If you live somewhere more civilized, here’s Maangchi’s traditional recipe, and here is the easy time-saving recipe with traditional ingredients.  You can find all sorts of Korean recipes, cooking tips, and even YouTube cooking videos, at her website.

Spring thoughts

Happy Spring thoughts, thanks to Book Depository,

Just don’t get me started on the idea of “pre-ordering” which is in the same category, for me, as pre-registration.  You can order, or register, early, but you simply cannot order before you can order.

In this case, I’ve placed my order before the book’s April 16 (re)publication date by Persephone Books, which brought out the delightful Miss Buncle’s Book not too long ago.


The princess and the pea

I know you’re supposed to replace a mattress every eight or 10 or 15 years.  But for the first eight, 10, 15 years and even longer, the mattress was just fine.  So fine that we didn’t think about it, though every so often the idea would flit through my brain, only to be dismissed by  concerns that, with my history of  back trouble, a new unknown mattress wouldn’t be as good as the old one. And that our sheets wouldn’t fit the new, thicker mattresses.  Last year the mattress started poking us, as if to say, “Hey, remember me?” and we knew then that we had run of out time.  But family emergencies and too many trips away from home meant that we weren’t getting to the nearest mattress venue — the Sears store in the little city an hour or so away — any time soon.
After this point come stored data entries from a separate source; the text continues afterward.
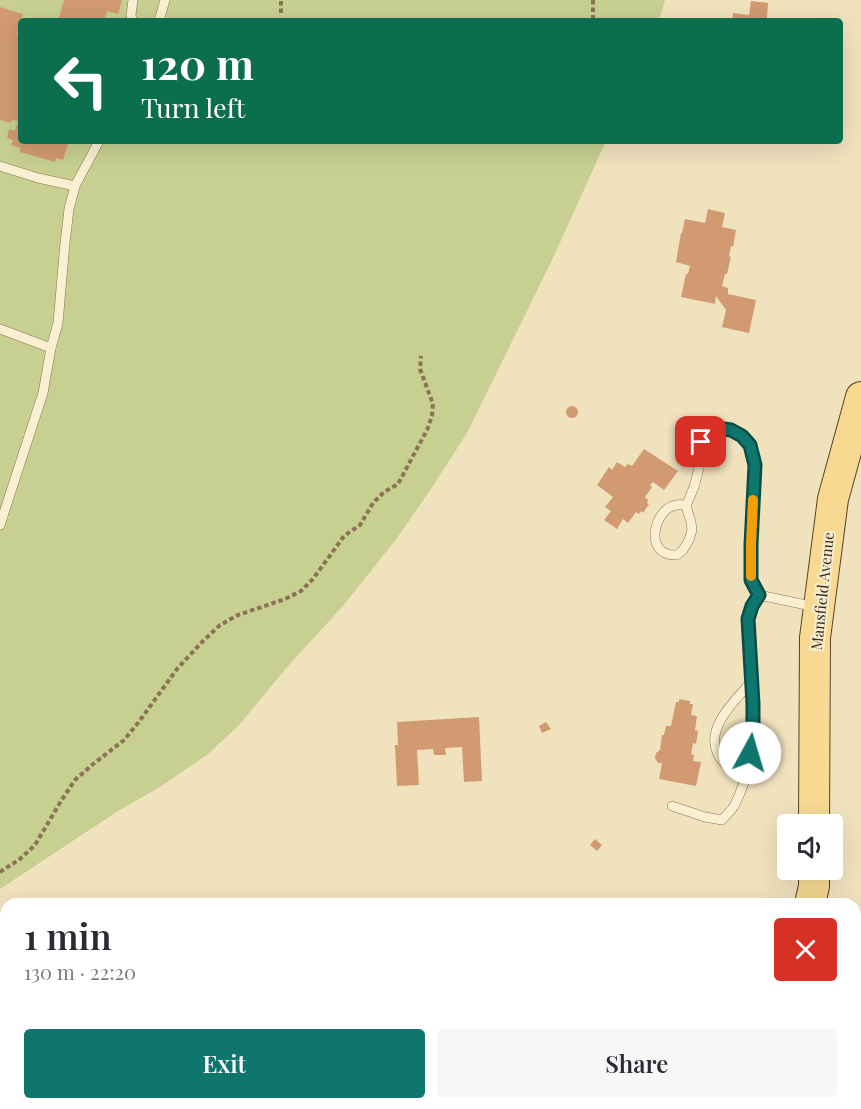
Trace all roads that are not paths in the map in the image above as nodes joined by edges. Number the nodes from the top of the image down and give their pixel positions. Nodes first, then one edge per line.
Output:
1 (133, 0) edge
2 (165, 0) edge
3 (132, 18) edge
4 (160, 18) edge
5 (97, 144) edge
6 (0, 165) edge
7 (75, 186) junction
8 (0, 329) edge
9 (51, 348) junction
10 (861, 397) edge
11 (686, 506) junction
12 (0, 525) edge
13 (759, 595) junction
14 (819, 607) junction
15 (752, 682) junction
16 (744, 779) junction
17 (672, 806) dead end
18 (814, 814) edge
19 (814, 880) edge
20 (811, 898) edge

1 - 3 lane
2 - 4 lane
5 - 7 lane
6 - 7 lane
7 - 9 lane
8 - 9 lane
9 - 12 lane
10 - 14 main road, Mansfield Avenue
11 - 11 lane
11 - 13 lane
13 - 14 lane
13 - 15 lane
14 - 18 main road, Mansfield Avenue
15 - 16 lane
15 - 16 lane
16 - 17 lane
19 - 20 main road

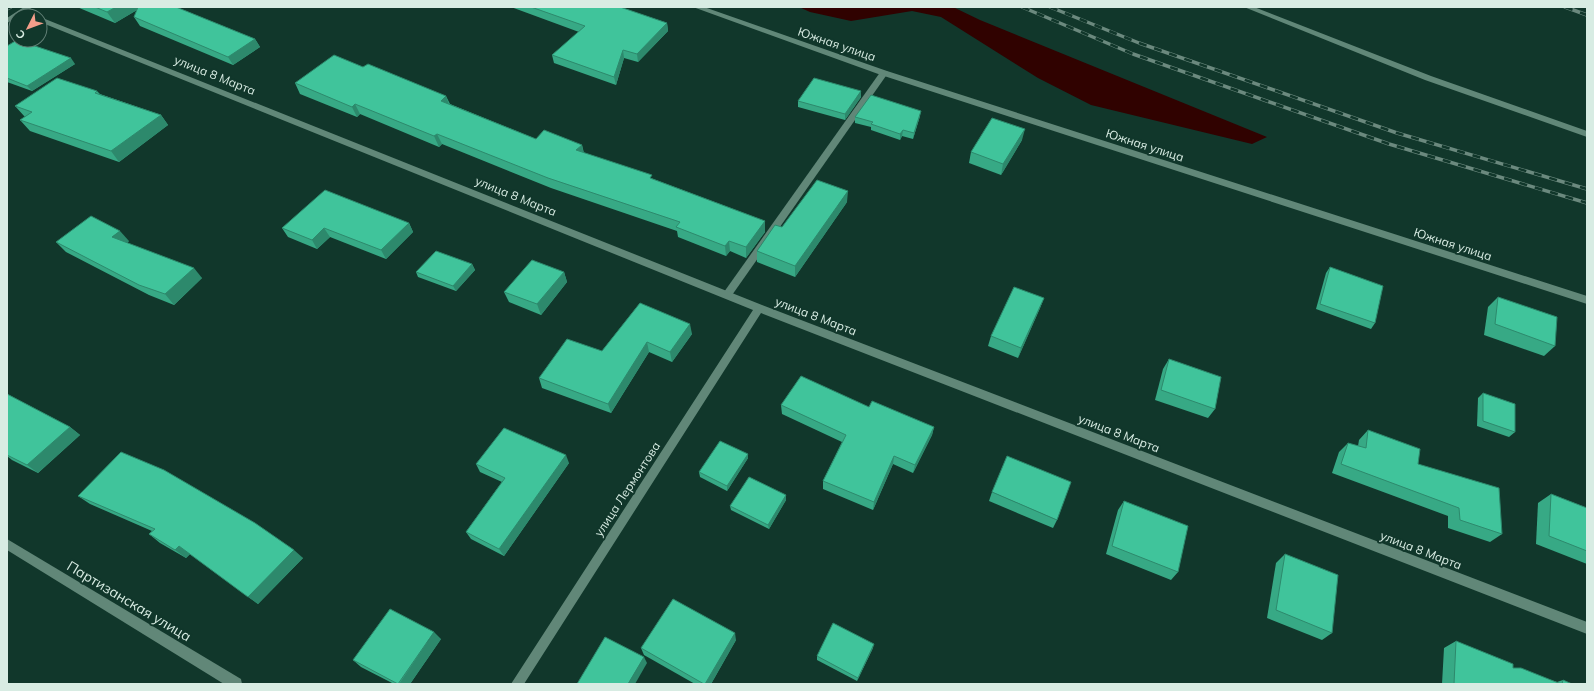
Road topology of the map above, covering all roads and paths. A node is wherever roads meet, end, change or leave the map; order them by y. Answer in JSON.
{"nodes":[{"id":1,"x":697,"y":7,"type":"edge"},
{"id":2,"x":1248,"y":7,"type":"edge"},
{"id":3,"x":48,"y":22,"type":"edge"},
{"id":4,"x":884,"y":73,"type":"junction"},
{"id":5,"x":1587,"y":134,"type":"edge"},
{"id":6,"x":727,"y":295,"type":"junction"},
{"id":7,"x":1587,"y":300,"type":"edge"},
{"id":8,"x":759,"y":308,"type":"junction"},
{"id":9,"x":7,"y":544,"type":"edge"},
{"id":10,"x":1587,"y":628,"type":"edge"},
{"id":11,"x":236,"y":684,"type":"edge"},
{"id":12,"x":517,"y":684,"type":"edge"}],
"edges":[{"from":1,"to":4,"type":"street","name":"Южная улица"},
{"from":2,"to":5,"type":"street"},
{"from":3,"to":6,"type":"street","name":"улица 8 Марта"},
{"from":4,"to":6,"type":"street"},
{"from":4,"to":7,"type":"street","name":"Южная улица"},
{"from":6,"to":8,"type":"street","name":"улица 8 Марта"},
{"from":8,"to":10,"type":"street","name":"улица 8 Марта"},
{"from":8,"to":12,"type":"street","name":"улица Лермонтова"},
{"from":9,"to":11,"type":"street","name":"Партизанская улица"}]}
We finally got there the other weekend, while the kids were curling in a bonspiel.  It was an awfully long afternoon, though the choosing would have been much faster if we had been told at the beginning of the mattress testing process rather than at the end that one of our choices had been discontinued by the manufacturer, harumph. I made a point of avoiding the euro- and pillow-tops and focusing on the “slimmer” mattresses. After about an hour, we left, having paid for our new mattress and boxspring and arranged for delivery.  Since we live in the country, the mattress set would be shipped to our local Sears pickup depot, from where we’d collect it in the truck and bring it home.  Which Tom did at lunchtime today.  Which meant that about 10 minutes later, we were all standing around our lovely Henredon mahogany sleigh bed, staring UP at the mattress and boxpring that looked like something from the story of the princess and the pea.  It was all just so very high, so very tall, so much closer to the ceiling.  Too high, too tall, and quite odd.  Sitting in bed, my head is well above the top of the table lamp on the nightstand, and when I sit on the bed, my feet no longer touch the floor but dangle in the air about 12 inches off the ground. I think I’ve figured out that what we need is a “low profile” boxspring, so we’ll have to order a new new one and return the old new one.  It’s either that or a set of Victorian bed steps and a good memory from my perch in the middle of the night when I’m half asleep and in need of a glass of water. With any luck, our only difficulty will be exchanging the bedspring, and the mattress itself will be suitable.  We have 60 days to find out, with Sears’ return policy.

We still do much our reading aloud in this bed, and when the kids were little they would pretend we were on an island.  This is truly an island now, and I fear for books, the television remote, and especially my laptop should they happen to fall from on high. In the meantime, now that I can reach the ceiling fixture by standing up on the mattress, I may as well take advantage of the situation and change the lightbulbs.

UPDATED to add: The kids measured the old mattress/boxspring set and the new one, and the difference is 10 inches.  Yikes.

PS Oh joy, more snow on the way. Four inches.  Gah.